1. Recipient site considerations. In the upper limb, reconstruction of the humerus probably represents the most compelling indication for the use of vascularized fibula transfer. This is because, other than massive allo-grafts, there are few techniques available to reconstruct a large missing segment of the humeral shaft. Although large defects of the radius and ulna may also be excellent indications for reconstruction by vascularized bone transfer, the option of forearm salvage by a one-bone forearm conversion always merits consideration (Fig. 1) . Moreover, more limited defects of the proximal radius or distal ulna may be consistent with an acceptable level of upper limb function.
2. Large bone defects. The precise length of a bony defect that would lead one to select a vascularized bone graft for reconstruction is not particularly well established. Many authors [6,11,14,17,19,20,22,24,27] have suggested that a 6-cm gap is the point where vascularized bone reconstruction should be chosen in place of a nonvascularized auto-graft. However, it is important to recognize that with sufficient mechanical protection over several months, and when dealing with a well-vascularized surrounding soft tissue milieu, bone defects exceeding 10 cm may be healed with cancellous autograft  or non-vascularized cortical bone segments . Moreover, massive allografts may be a suitable option for reconstructing very lengthy defects [31,32]. However, it should be recognized that massive allografts have limited ability to be
revascularized and hence a limited capacity to be replaced by ''creeping substitution'' of host osteoprogenitor cells . In general, the authors believe that a defect as short as 6 cm in the presence of a poor surrounding soft tissue bed and for all defects greater than 10 cm, the selection of vascularized bone transfer for reconstitution is justifiable.
3. Prior bone reconstruction failures. Bone defects in the upper limb, without regard to length, that have failed to heal with nonvascu-larized autograft may be candidates for a vas-cularized bone graft. This is particularly the case when there is no readily apparent explanation for the initial failure (ie, inadequate bone graft material, inadequate stabilization, use of allograft or xenograft, and so forth).
4. Infected bone defects. The use of vascular-ized bone grafts for reconstructing infected bone defects is particularly attractive for a number of reasons. Probably of most importance is that such bone grafts are inherently a vehicle for local blood supply [13,25]. However, also of importance is that a vascularized fibula is a generous source of bone length and it makes little difference from the technical perspective if one transfers a 6- or 16-cm graft segment. Thus, a more aggressive debridement of infected bone ends may be performed with less regard to concerns about creating a larger bone defect than can be reconstructed (Fig. 2A, B).

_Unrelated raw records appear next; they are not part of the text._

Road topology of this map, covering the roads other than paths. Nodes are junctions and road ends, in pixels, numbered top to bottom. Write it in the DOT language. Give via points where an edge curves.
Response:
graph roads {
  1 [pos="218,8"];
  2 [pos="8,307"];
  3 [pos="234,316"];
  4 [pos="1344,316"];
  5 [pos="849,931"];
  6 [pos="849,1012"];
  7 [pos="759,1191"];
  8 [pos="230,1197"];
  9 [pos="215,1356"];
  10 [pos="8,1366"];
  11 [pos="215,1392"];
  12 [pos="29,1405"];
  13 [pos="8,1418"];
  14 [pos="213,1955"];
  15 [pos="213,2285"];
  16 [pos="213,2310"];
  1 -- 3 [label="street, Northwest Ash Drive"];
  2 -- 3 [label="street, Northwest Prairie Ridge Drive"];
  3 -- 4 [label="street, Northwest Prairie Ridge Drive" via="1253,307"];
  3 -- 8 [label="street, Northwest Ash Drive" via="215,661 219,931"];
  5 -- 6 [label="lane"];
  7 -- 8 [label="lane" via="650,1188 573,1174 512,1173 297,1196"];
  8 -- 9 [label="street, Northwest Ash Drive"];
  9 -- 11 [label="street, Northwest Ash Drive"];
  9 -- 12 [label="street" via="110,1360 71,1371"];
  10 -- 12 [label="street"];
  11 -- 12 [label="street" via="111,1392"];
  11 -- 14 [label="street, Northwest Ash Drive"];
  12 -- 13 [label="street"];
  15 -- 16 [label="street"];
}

5. Bone nonunions associated with osteo radio-necrosis. Bone nonunion that is associated with radiation osteonecrosis is a particularly challenging problem that responds poorly to conventional bone-grafting techniques . This is because three adverse circumstances exist in the presence of localized radiation changes: (1) impaired intraosseous blood supply; (2) impaired blood supply of the surrounding soft tissue; and (3) periosteal and intraosseous cell death. These adverse circumstances are directly addressed by the transfer of a vascularized bone segment obtained from a site well distant to the irradiated field (Fig. 3A-C).
The focus of this article is repair of large bone defects of the upper limb. For all practical purposes, for these types of defects, the fibula is the preferred donor bone. Rarely is the fibula unavailable—for example, if both were previously harvested for bone grafting or in unique patients with osteogenesis imperfecta. The technique of dissection of a vascularized fibula has been well described [15,31] and will not be repeated in this article. In the rare patient where the fibula is unavailable, one can consider other vascularized bone donor sites, for example, iliac crest, scapula, rib, radius, metatarsal, or any bone segment from a paralyzed or useless limb.